##### EXTRACTED ENTRIES

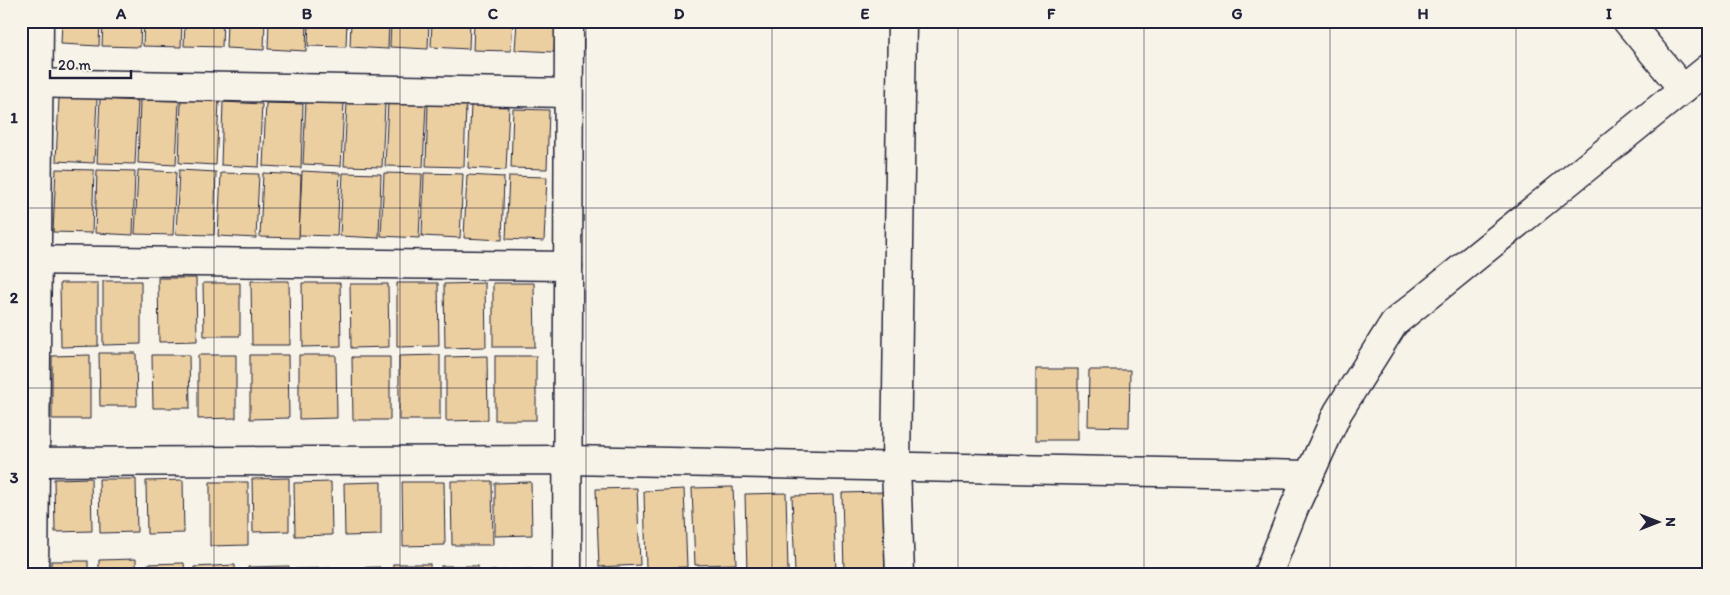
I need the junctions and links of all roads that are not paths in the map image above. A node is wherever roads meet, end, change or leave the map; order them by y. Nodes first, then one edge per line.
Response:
1 (39, 21) edge
2 (569, 21) edge
3 (902, 21) edge
4 (1626, 21) edge
5 (1709, 68) edge
6 (30, 83) edge
7 (1683, 89) junction
8 (568, 93) junction
9 (30, 260) edge
10 (568, 266) junction
11 (568, 460) junction
12 (28, 462) edge
13 (896, 467) junction
14 (1309, 475) junction
15 (34, 574) edge
16 (567, 574) edge
17 (900, 574) edge
18 (1268, 574) edge

1 - 6 street
2 - 8 street
3 - 13 street
4 - 7 street
5 - 7 street
6 - 8 street
6 - 9 street
7 - 14 street
8 - 10 street
9 - 10 street
9 - 12 street
10 - 11 street
11 - 12 street
11 - 13 street
11 - 16 street
12 - 15 street
13 - 14 street
13 - 17 street
14 - 18 street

##########

Print out the complete listing above exactly, dropping each image.

#### RESULT
I need the junctions and links of all roads that are not paths in the map image above. A node is wherever roads meet, end, change or leave the map; order them by y. Nodes first, then one edge per line.
Response:
1 (39, 21) edge
2 (569, 21) edge
3 (902, 21) edge
4 (1626, 21) edge
5 (1709, 68) edge
6 (30, 83) edge
7 (1683, 89) junction
8 (568, 93) junction
9 (30, 260) edge
10 (568, 266) junction
11 (568, 460) junction
12 (28, 462) edge
13 (896, 467) junction
14 (1309, 475) junction
15 (34, 574) edge
16 (567, 574) edge
17 (900, 574) edge
18 (1268, 574) edge

1 - 6 street
2 - 8 street
3 - 13 street
4 - 7 street
5 - 7 street
6 - 8 street
6 - 9 street
7 - 14 street
8 - 10 street
9 - 10 street
9 - 12 street
10 - 11 street
11 - 12 street
11 - 13 street
11 - 16 street
12 - 15 street
13 - 14 street
13 - 17 street
14 - 18 street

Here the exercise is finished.